TASK TO COMPLETE:
Repeat exactly, please, the opening lines of the data below, through and including the line where "Serialize what can be read in the picture" sits.

Collected data entries:
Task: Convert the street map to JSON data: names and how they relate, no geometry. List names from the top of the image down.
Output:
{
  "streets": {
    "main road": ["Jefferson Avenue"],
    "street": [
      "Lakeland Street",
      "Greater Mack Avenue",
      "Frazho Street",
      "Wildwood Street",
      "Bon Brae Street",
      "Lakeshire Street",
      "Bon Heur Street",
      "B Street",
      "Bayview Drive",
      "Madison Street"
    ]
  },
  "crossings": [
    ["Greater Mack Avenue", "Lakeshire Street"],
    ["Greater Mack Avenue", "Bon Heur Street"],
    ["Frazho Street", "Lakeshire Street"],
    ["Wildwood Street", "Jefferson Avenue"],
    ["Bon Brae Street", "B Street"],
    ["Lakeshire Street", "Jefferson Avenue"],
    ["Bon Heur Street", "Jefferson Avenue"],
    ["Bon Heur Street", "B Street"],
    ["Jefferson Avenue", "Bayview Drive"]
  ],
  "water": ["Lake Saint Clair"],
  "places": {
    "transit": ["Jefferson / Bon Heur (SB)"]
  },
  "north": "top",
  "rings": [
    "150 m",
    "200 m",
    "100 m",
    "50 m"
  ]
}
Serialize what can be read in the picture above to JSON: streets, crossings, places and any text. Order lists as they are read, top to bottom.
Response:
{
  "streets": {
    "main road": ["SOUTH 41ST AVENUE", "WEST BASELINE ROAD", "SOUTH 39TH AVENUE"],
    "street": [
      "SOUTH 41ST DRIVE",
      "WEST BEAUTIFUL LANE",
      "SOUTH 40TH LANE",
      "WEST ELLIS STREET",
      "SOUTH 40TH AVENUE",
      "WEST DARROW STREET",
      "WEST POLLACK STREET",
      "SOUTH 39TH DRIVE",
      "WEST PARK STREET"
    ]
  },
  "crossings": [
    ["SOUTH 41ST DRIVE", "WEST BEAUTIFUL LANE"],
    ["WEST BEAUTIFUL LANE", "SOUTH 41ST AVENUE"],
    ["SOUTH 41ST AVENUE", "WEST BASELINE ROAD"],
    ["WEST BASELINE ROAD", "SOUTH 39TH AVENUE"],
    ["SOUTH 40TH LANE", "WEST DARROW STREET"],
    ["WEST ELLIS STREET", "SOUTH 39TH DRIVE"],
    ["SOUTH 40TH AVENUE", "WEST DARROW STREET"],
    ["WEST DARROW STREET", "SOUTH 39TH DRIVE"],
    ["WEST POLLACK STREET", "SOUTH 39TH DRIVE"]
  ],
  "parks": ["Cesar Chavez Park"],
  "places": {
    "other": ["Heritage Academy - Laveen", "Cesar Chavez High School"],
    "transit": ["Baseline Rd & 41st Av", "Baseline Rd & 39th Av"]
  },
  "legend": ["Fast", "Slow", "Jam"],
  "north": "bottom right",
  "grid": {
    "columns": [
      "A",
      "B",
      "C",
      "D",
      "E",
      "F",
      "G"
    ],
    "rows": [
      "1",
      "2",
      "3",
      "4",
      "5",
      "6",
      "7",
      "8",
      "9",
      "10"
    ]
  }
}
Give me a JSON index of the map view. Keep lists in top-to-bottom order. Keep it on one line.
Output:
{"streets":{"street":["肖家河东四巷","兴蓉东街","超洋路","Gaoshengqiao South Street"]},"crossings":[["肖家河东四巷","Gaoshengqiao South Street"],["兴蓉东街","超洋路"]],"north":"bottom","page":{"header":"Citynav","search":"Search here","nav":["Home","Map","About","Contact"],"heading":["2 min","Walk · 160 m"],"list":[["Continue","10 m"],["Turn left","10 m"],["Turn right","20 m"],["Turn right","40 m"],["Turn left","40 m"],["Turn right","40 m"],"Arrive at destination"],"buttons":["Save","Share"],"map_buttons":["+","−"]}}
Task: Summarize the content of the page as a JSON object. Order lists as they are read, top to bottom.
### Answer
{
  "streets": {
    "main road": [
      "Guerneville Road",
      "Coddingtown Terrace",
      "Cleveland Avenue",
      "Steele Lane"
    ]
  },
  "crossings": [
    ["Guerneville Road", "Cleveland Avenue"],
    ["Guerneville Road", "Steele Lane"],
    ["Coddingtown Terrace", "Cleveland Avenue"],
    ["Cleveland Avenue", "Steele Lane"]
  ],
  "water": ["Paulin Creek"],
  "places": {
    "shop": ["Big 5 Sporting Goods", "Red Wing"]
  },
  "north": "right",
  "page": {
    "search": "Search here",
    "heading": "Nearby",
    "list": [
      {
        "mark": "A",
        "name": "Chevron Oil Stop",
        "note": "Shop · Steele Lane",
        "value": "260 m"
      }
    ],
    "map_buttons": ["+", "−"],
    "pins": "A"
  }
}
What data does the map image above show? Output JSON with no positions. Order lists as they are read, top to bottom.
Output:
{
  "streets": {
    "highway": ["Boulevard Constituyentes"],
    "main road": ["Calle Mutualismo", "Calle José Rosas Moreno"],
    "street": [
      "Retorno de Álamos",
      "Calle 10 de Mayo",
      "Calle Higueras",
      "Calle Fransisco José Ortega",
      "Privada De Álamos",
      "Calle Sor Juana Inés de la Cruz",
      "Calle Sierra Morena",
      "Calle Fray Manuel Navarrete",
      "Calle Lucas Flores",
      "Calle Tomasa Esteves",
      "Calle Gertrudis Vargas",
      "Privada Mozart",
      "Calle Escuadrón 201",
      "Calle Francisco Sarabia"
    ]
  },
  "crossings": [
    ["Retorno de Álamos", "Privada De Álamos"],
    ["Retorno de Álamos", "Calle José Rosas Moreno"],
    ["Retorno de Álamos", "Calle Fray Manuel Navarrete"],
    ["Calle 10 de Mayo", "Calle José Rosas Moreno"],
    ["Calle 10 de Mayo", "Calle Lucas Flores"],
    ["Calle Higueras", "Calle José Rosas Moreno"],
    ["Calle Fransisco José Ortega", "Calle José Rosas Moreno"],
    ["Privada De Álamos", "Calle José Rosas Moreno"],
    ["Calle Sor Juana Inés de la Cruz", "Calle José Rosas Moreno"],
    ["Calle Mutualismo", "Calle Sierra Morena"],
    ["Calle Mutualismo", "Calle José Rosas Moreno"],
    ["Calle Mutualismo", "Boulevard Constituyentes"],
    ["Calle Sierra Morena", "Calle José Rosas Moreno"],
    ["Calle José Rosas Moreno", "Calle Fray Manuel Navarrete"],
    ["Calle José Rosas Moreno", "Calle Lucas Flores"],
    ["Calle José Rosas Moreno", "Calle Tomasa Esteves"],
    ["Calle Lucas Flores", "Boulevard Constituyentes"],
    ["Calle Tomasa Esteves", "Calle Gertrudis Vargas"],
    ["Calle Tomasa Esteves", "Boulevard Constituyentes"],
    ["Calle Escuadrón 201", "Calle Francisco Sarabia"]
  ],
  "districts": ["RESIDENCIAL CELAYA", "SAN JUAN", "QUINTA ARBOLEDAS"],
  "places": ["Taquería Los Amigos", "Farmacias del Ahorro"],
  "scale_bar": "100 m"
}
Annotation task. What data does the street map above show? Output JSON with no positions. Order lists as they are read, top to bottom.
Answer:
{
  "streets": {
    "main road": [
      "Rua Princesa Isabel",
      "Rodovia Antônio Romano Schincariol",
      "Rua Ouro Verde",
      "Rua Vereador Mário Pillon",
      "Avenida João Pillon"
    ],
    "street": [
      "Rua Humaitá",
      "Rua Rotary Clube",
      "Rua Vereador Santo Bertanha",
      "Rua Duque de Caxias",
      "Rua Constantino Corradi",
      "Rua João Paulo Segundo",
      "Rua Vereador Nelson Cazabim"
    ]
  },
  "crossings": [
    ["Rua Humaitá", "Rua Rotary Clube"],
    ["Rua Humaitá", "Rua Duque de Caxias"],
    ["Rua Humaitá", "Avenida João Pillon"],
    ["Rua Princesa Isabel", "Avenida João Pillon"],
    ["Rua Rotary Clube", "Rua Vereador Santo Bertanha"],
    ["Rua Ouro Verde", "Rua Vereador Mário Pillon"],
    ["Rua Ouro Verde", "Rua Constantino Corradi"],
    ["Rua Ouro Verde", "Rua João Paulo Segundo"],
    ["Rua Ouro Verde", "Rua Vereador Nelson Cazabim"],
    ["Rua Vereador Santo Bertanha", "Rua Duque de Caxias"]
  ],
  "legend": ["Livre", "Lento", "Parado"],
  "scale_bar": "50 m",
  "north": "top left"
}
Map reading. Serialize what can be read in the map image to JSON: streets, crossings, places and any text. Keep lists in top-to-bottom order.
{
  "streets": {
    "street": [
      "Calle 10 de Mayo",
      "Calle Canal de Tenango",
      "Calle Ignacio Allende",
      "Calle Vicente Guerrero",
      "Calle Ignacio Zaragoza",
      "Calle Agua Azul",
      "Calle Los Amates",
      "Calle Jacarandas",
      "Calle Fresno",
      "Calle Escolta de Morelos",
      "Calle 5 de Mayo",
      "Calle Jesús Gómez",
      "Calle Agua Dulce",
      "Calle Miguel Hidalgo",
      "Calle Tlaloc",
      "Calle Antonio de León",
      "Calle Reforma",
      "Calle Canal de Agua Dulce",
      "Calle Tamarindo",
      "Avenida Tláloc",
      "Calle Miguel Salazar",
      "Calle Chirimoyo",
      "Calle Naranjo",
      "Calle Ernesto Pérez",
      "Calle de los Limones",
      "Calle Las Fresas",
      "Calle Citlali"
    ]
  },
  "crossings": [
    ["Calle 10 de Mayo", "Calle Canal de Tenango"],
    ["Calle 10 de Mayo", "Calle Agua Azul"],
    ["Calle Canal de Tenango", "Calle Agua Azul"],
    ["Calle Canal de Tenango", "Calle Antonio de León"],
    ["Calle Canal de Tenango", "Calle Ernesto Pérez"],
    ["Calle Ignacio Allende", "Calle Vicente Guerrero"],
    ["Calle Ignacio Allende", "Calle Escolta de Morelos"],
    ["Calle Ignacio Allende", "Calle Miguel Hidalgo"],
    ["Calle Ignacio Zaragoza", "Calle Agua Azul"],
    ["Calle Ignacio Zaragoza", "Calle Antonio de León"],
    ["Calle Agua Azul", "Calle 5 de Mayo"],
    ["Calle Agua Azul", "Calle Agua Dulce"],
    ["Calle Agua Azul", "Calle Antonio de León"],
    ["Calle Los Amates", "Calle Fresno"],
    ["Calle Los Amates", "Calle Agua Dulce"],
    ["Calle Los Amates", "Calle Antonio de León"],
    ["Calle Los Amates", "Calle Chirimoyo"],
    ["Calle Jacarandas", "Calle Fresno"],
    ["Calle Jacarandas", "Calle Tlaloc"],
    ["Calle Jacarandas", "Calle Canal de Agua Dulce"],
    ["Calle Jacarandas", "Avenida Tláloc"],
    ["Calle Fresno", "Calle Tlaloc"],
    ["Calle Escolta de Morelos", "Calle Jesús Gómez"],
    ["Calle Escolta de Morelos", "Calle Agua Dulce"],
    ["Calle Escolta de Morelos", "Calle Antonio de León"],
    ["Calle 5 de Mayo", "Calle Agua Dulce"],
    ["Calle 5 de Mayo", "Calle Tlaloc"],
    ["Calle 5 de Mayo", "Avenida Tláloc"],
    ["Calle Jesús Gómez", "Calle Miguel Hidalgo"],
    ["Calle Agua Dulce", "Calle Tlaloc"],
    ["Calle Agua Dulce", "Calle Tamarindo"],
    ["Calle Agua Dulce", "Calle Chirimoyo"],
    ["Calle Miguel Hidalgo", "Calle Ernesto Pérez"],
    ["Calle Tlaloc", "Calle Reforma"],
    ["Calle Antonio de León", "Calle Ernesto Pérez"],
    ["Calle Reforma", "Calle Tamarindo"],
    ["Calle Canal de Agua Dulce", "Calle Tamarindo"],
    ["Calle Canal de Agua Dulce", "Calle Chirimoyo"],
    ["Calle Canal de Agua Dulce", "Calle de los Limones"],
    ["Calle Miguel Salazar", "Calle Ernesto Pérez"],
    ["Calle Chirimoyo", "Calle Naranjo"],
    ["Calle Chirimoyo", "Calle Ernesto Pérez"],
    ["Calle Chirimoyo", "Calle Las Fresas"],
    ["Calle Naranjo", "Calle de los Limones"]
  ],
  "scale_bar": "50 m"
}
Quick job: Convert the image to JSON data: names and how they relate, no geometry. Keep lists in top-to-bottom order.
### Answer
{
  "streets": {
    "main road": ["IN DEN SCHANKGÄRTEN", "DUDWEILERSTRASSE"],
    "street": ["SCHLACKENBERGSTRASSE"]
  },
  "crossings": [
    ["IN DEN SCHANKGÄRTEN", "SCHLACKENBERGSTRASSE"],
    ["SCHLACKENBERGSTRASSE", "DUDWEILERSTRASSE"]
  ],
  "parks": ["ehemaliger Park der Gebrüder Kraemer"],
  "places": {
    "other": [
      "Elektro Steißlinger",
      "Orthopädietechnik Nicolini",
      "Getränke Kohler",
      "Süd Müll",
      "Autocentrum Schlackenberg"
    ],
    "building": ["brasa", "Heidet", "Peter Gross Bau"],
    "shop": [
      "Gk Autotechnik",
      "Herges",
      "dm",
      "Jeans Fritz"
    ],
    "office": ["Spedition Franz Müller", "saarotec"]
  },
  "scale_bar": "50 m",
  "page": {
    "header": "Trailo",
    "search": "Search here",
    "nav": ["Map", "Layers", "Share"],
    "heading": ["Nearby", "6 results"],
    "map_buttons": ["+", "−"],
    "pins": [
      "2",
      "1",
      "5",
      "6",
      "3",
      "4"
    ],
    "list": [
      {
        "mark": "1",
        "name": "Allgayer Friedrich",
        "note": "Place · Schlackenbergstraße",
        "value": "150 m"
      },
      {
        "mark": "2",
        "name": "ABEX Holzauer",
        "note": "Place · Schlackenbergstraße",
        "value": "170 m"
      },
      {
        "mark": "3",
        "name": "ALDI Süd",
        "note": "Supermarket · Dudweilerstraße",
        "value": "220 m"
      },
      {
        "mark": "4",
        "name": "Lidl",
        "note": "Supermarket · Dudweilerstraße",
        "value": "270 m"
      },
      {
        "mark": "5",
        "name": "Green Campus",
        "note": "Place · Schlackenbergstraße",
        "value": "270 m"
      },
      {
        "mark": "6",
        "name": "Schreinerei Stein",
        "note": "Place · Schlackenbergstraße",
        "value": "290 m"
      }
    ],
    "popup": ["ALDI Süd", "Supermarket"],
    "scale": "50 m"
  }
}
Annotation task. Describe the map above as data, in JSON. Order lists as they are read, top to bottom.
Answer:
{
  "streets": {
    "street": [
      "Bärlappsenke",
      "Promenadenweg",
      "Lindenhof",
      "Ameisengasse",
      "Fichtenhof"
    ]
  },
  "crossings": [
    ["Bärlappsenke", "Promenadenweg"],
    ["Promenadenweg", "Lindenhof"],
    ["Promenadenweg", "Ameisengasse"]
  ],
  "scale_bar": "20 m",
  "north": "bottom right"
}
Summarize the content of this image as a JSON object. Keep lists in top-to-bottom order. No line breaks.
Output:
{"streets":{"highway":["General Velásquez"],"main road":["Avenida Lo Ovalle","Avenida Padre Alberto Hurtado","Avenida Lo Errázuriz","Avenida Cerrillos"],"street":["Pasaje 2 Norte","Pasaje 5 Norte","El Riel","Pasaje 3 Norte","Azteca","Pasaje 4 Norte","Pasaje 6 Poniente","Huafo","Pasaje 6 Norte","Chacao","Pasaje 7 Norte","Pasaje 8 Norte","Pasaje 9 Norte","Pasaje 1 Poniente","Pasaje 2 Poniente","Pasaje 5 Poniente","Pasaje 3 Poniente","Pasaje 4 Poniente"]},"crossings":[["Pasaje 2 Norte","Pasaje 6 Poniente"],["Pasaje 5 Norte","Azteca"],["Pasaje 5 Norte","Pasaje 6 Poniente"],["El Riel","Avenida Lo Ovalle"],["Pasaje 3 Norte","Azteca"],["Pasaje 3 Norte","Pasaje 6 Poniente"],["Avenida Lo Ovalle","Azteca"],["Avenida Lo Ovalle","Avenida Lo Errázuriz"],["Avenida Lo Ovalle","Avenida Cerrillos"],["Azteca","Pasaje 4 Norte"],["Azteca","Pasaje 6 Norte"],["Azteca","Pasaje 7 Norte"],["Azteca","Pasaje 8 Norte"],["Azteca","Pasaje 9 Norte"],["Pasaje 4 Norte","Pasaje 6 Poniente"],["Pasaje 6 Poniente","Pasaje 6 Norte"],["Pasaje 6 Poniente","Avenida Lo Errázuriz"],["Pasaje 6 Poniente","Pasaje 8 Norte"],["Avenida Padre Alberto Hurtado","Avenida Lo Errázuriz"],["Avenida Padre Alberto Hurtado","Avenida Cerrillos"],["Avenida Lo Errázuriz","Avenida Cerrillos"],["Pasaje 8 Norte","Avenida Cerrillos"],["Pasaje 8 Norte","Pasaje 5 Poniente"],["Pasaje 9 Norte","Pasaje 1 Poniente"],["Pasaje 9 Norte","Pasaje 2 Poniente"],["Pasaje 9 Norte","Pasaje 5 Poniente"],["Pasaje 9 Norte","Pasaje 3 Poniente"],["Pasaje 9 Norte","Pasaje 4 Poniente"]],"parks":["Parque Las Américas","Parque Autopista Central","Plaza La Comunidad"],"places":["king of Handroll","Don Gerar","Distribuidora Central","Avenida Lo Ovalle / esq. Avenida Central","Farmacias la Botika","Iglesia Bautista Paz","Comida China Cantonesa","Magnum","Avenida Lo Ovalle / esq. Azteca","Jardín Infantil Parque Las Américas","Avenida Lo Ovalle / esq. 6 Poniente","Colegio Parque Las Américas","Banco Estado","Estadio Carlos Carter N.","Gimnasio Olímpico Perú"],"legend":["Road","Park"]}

SOLUTION TO THE EXERCISE:
Task: Convert the street map to JSON data: names and how they relate, no geometry. List names from the top of the image down.
Output:
{
  "streets": {
    "main road": ["Jefferson Avenue"],
    "street": [
      "Lakeland Street",
      "Greater Mack Avenue",
      "Frazho Street",
      "Wildwood Street",
      "Bon Brae Street",
      "Lakeshire Street",
      "Bon Heur Street",
      "B Street",
      "Bayview Drive",
      "Madison Street"
    ]
  },
  "crossings": [
    ["Greater Mack Avenue", "Lakeshire Street"],
    ["Greater Mack Avenue", "Bon Heur Street"],
    ["Frazho Street", "Lakeshire Street"],
    ["Wildwood Street", "Jefferson Avenue"],
    ["Bon Brae Street", "B Street"],
    ["Lakeshire Street", "Jefferson Avenue"],
    ["Bon Heur Street", "Jefferson Avenue"],
    ["Bon Heur Street", "B Street"],
    ["Jefferson Avenue", "Bayview Drive"]
  ],
  "water": ["Lake Saint Clair"],
  "places": {
    "transit": ["Jefferson / Bon Heur (SB)"]
  },
  "north": "top",
  "rings": [
    "150 m",
    "200 m",
    "100 m",
    "50 m"
  ]
}
Serialize what can be read in the picture above to JSON: streets, crossings, places and any text. Order lists as they are read, top to bottom.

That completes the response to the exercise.